Pharmacy College Saifai, established in 2015, only government aided pharmacy college run by UP Government. Earlier affiliated with UPTU, now part of Uttar Pradesh University of Medical Sciences.
S.S. Memorial Educational Academy, Saifai, Etawah is a private B.T.C. training college. It offers 2 year B.T.C. which is also known as Diploma in Elementary Education (D.El.Ed.) outside Uttar Pradesh.
S.S. Memorial Senior Secondary Public School, Saifai, Etawah is a co-ed institute with English as the medium of instruction.

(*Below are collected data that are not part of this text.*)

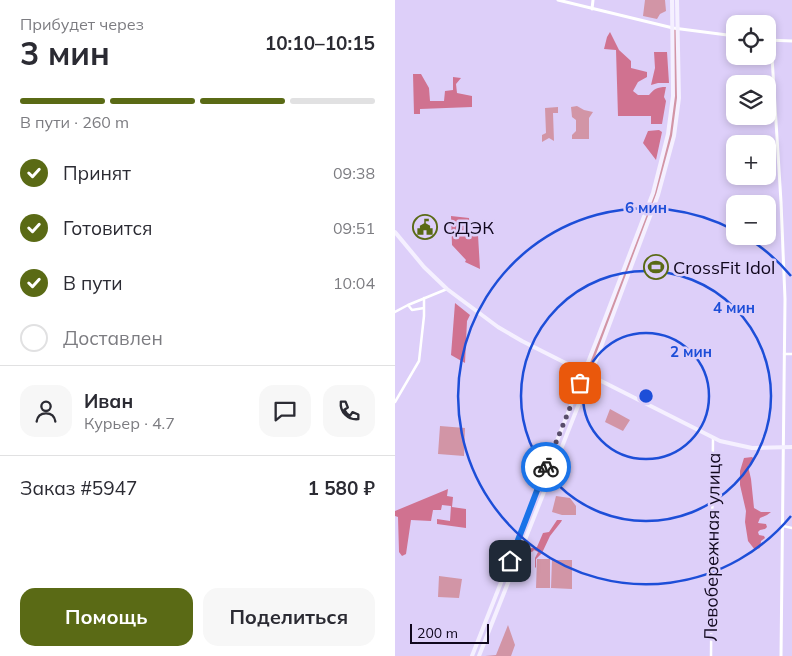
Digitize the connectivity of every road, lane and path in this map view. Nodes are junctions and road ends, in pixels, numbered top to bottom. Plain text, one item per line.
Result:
1 (559, 0) edge
2 (593, 0) edge
3 (672, 0) edge
4 (677, 0) edge
5 (593, 9) junction
6 (673, 28) junction
7 (679, 29) junction
8 (726, 35) edge
9 (776, 41) edge
10 (792, 41) edge
11 (771, 65) edge
12 (653, 193) junction
13 (658, 195) junction
14 (651, 200) junction
15 (656, 202) junction
16 (395, 232) edge
17 (447, 289) junction
18 (424, 298) junction
19 (408, 305) junction
20 (425, 308) junction
21 (395, 312) edge
22 (784, 354) junction
23 (792, 354) edge
24 (584, 373) junction
25 (590, 376) junction
26 (395, 402) edge
27 (571, 404) junction
28 (578, 407) junction
29 (713, 438) junction
30 (792, 446) edge
31 (784, 447) junction
32 (548, 463) junction
33 (555, 465) junction
34 (783, 526) junction
35 (792, 528) edge
36 (473, 656) edge
37 (479, 656) edge
38 (711, 656) edge
39 (781, 656) edge

1 - 5 street
2 - 5 street
3 - 6 main road
4 - 7 main road
5 - 6 street
6 - 7 street
6 - 12 main road
7 - 8 street
7 - 13 main road
9 - 10 street
11 - 22 street
12 - 13 street
12 - 14 main road
13 - 15 main road
14 - 15 street
14 - 24 main road
15 - 25 main road
16 - 17 main road
17 - 18 street
17 - 24 main road
18 - 19 street
18 - 20 street
19 - 20 street
19 - 21 street
20 - 26 street
22 - 23 street
22 - 31 street
24 - 25 main road
24 - 27 main road
25 - 28 main road
25 - 29 main road
27 - 28 street
27 - 32 main road
28 - 33 main road
29 - 31 main road
29 - 38 street, Левобережная улица
30 - 31 main road
31 - 34 street
32 - 33 street
32 - 36 main road
33 - 37 main road
34 - 35 street
34 - 39 street

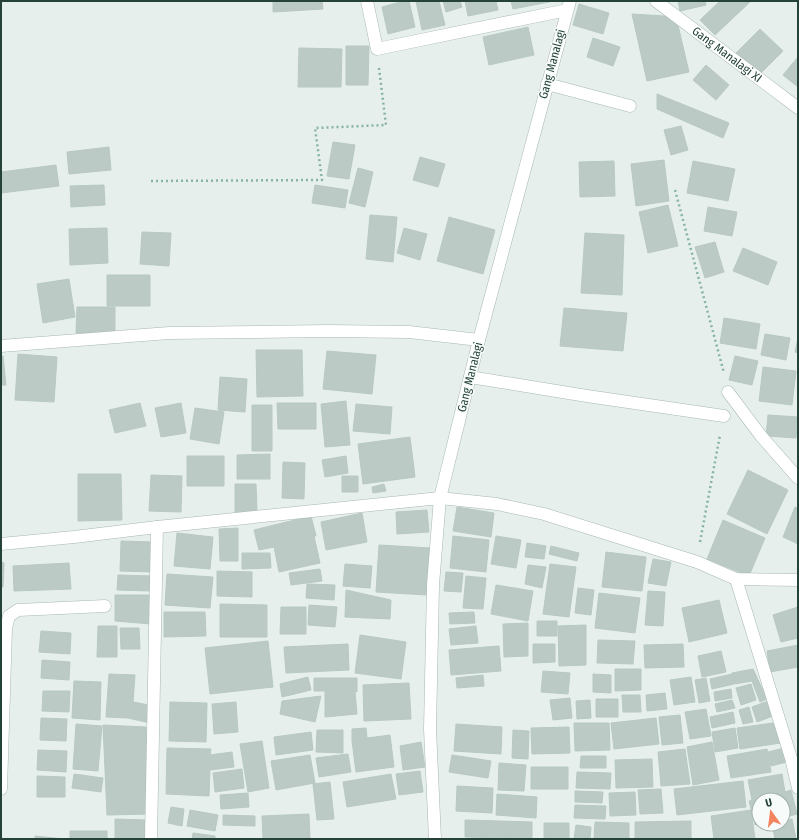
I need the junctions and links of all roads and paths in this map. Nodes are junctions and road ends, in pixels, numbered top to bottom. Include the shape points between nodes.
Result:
1 (367, 1) edge
2 (656, 1) edge
3 (568, 6) edge
4 (377, 50) junction
5 (547, 84) junction
6 (630, 106) dead end
7 (798, 108) edge
8 (151, 181) dead end
9 (675, 190) dead end
10 (479, 340) junction
11 (1, 346) edge
12 (470, 377) junction
13 (728, 392) joint
14 (724, 416) joint
15 (798, 478) edge
16 (440, 498) junction
17 (157, 527) junction
18 (1, 544) edge
19 (697, 562) junction
20 (736, 579) junction
21 (798, 580) edge
22 (105, 606) dead end
23 (798, 788) edge
24 (1, 789) edge
25 (151, 839) edge
26 (435, 839) edge

1 - 4 street
2 - 7 street, Gang Manalagi XI
3 - 4 street
3 - 5 street, Gang Manalagi
4 - 8 path via 386,125 315,128 322,180
5 - 6 street
5 - 10 street, Gang Manalagi
9 - 13 path
10 - 11 street via 409,332 177,332
10 - 12 street, Gang Manalagi
12 - 14 street
12 - 16 street, Gang Manalagi
13 - 15 street via 761,436
14 - 19 path
16 - 17 street
16 - 19 street via 497,504 544,514
16 - 26 street, Gang Manalagi via 433,585 430,729
17 - 18 street
17 - 25 street
19 - 20 street
20 - 21 street
20 - 23 street
22 - 24 street via 18,610 9,616 6,628

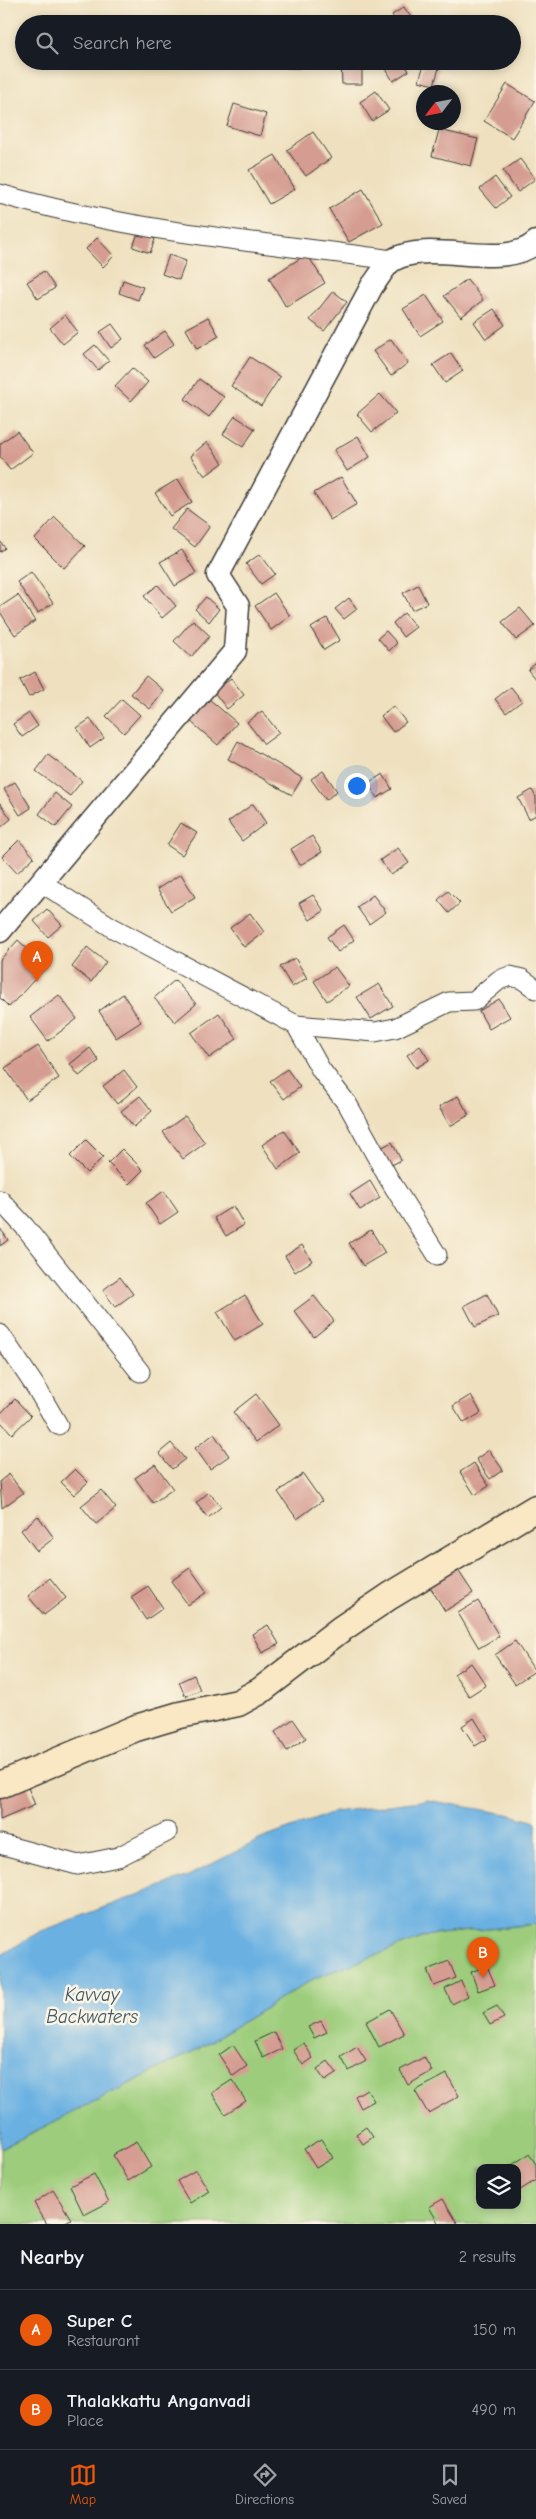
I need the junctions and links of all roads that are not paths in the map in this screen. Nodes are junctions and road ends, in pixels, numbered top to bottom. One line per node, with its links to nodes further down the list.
1 (0, 194): 3 (street)
2 (536, 242): 3 (street)
3 (392, 260): 4 (street)
4 (42, 883): 5 (street); 7 (street)
5 (0, 931)
6 (536, 989): 7 (street)
7 (296, 1025): 9 (street)
8 (0, 1200): 11 (street)
9 (437, 1255)
10 (0, 1334): 12 (street)
11 (140, 1372)
12 (58, 1425)
13 (536, 1508): 14 (main road)
14 (0, 1786)
15 (167, 1832): 16 (street)
16 (0, 1844)

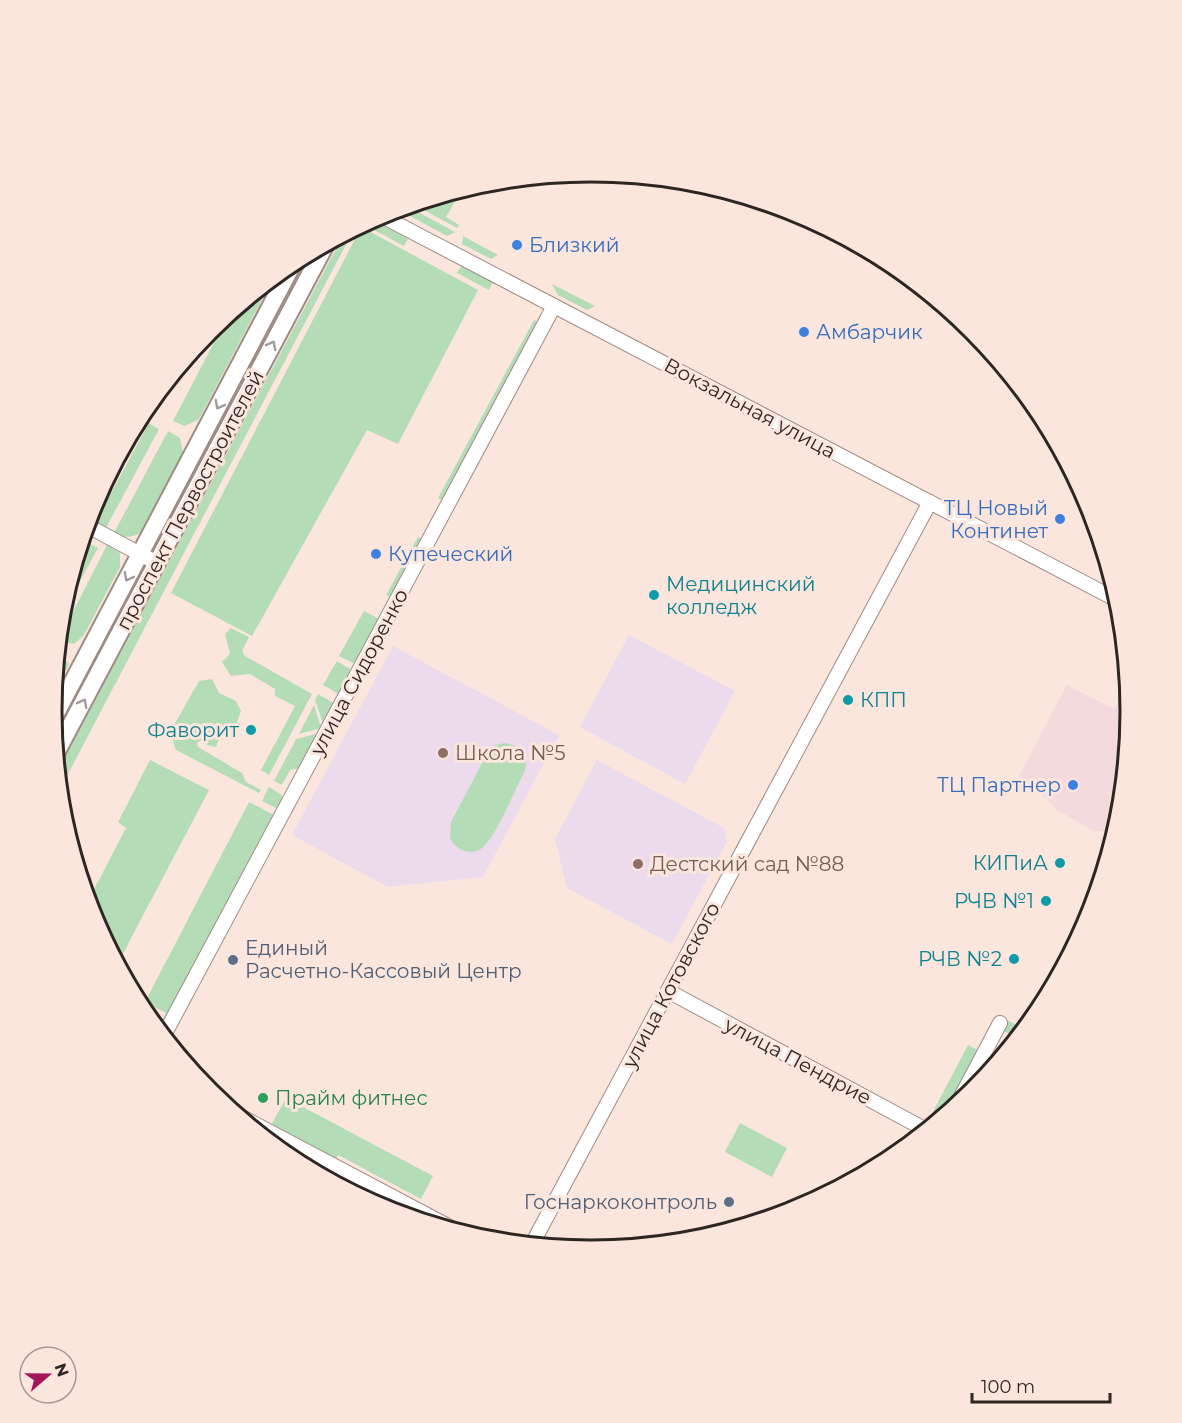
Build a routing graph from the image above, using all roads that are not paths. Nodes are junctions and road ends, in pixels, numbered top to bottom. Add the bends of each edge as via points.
1 (391, 221) edge
2 (319, 257) edge
3 (284, 280) edge
4 (554, 306) junction
5 (930, 502) junction
6 (94, 529) edge
7 (140, 554) junction
8 (157, 563) junction
9 (1107, 595) edge
10 (62, 701) edge
11 (63, 740) edge
12 (668, 991) junction
13 (1000, 1023) dead end
14 (167, 1029) edge
15 (969, 1082) edge
16 (920, 1127) edge
17 (282, 1141) edge
18 (409, 1209) edge
19 (536, 1238) edge

1 - 4 street, Вокзальная улица
8 -> 2 main road, проспект Первостроителей
3 -> 7 main road, проспект Первостроителей
4 - 5 street, Вокзальная улица
4 - 14 street, улица Сидоренко
5 - 9 street, Вокзальная улица
5 - 12 street, улица Котовского
6 - 7 street
7 - 8 street
7 -> 10 main road, проспект Первостроителей
11 -> 8 main road, проспект Первостроителей
12 - 16 street, улица Пендрие
12 - 19 street, улица Котовского
13 - 15 street
17 - 18 highway

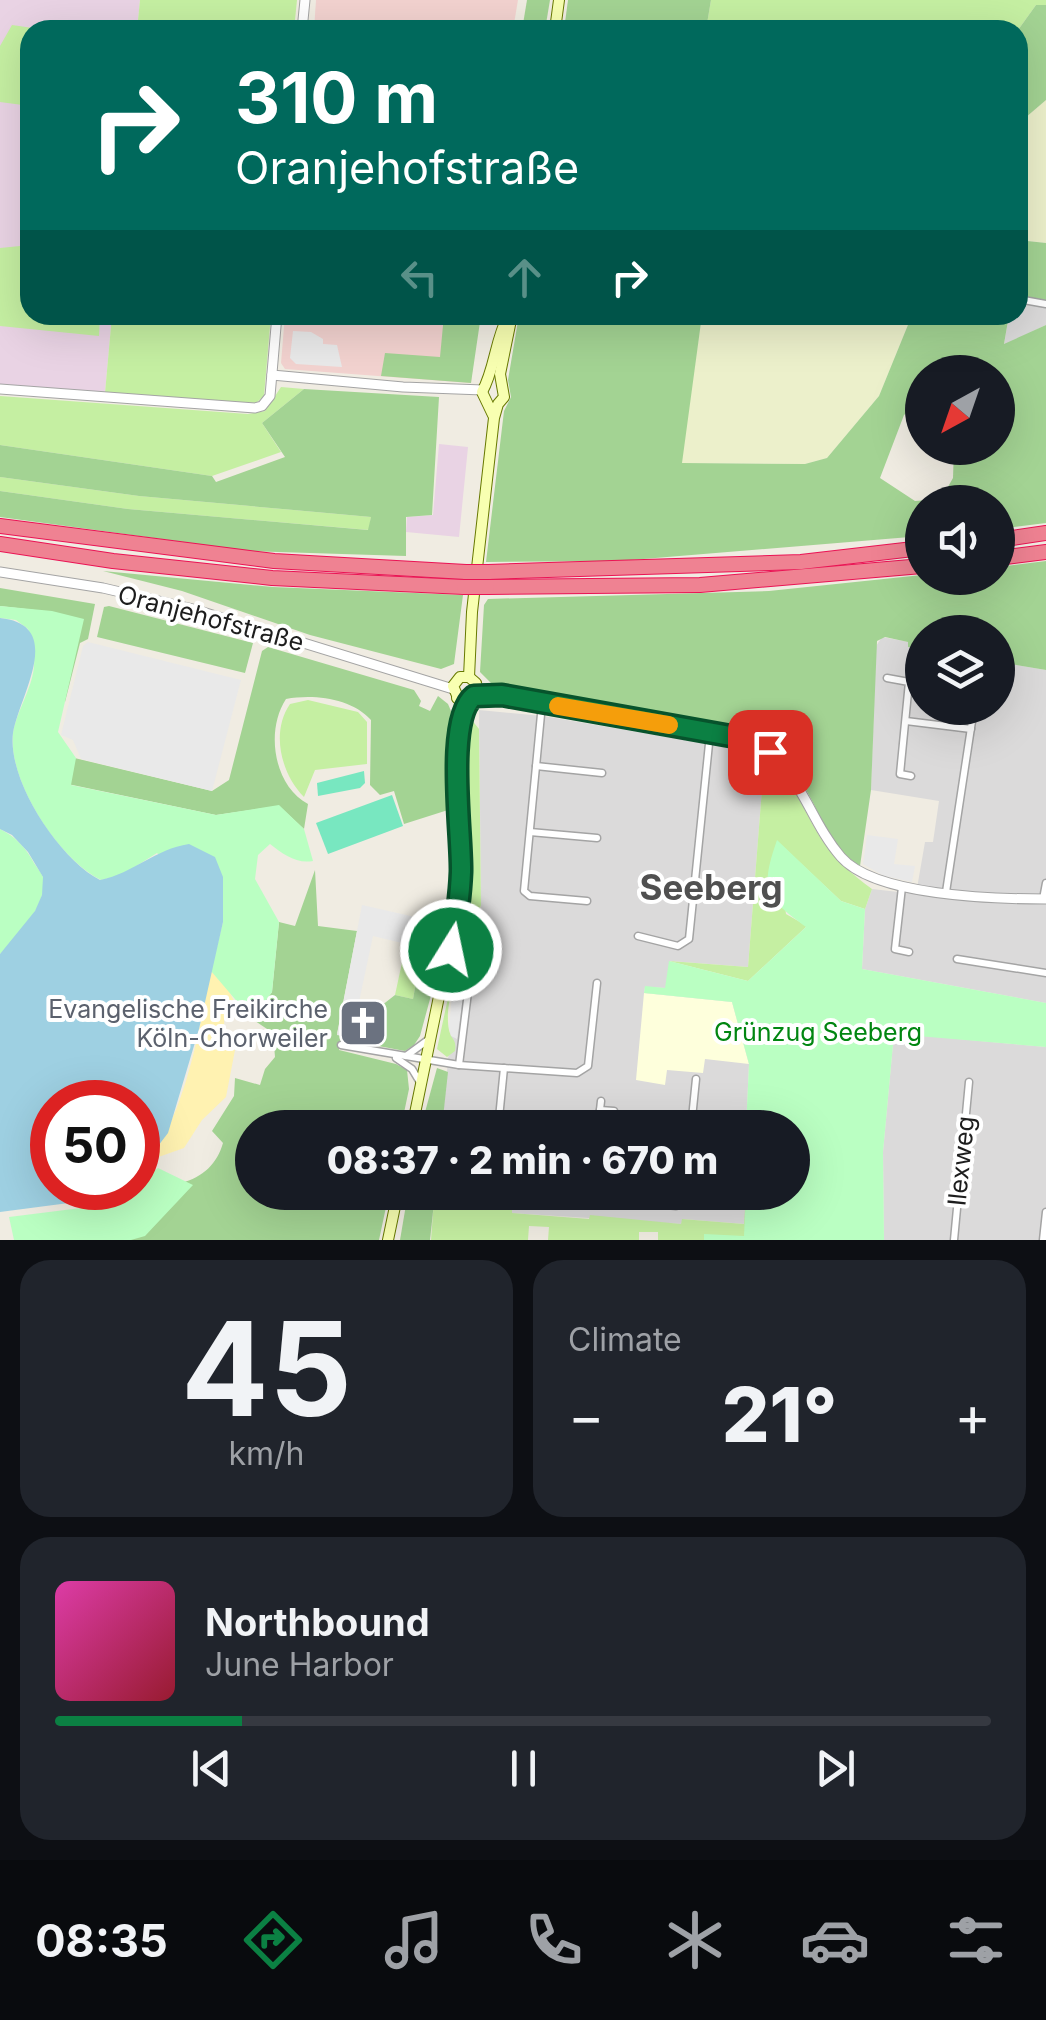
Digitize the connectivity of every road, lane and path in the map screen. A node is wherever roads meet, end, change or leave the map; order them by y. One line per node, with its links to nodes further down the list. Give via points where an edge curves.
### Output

The school is affiliated to CBSE, New Delhi and NCERT published books are introduced form class VI and onwards.

Temple
Kundeshwar Mahdev Mandir at Kundeshwar Agra Road Etawah

Hajari Mahadev Temple at Sarsai Nawar

Maa Kalka Devi

Nagar Panchayat
 Bakewar
 Ekdil
 Lakhna

Tourism 

Sarsai Nawar Wetland is a bird sanctuary and a protected area.

Hospitals
 Community Hospital Sarsai, Sarsai Nawar
 Uttar Pradesh University of Medical Science, Saifai

Community Hospital centre
Bharthana*

Notable people 
 
 
Sarita Bhadauria (b 1963) - politician and member of 17th Legislative Assembly of Uttar Pradesh 
Akhilesh Yadav (b 1973) - politician and member of 17th Lok Sabha
Mulayam Singh Yadav (1939-2022) - politician and founder of the Samajwadi Party

Expressway 
Bundelkhand Expressway in Etawah District.
Chambal Expressway connect Etawah To Kota.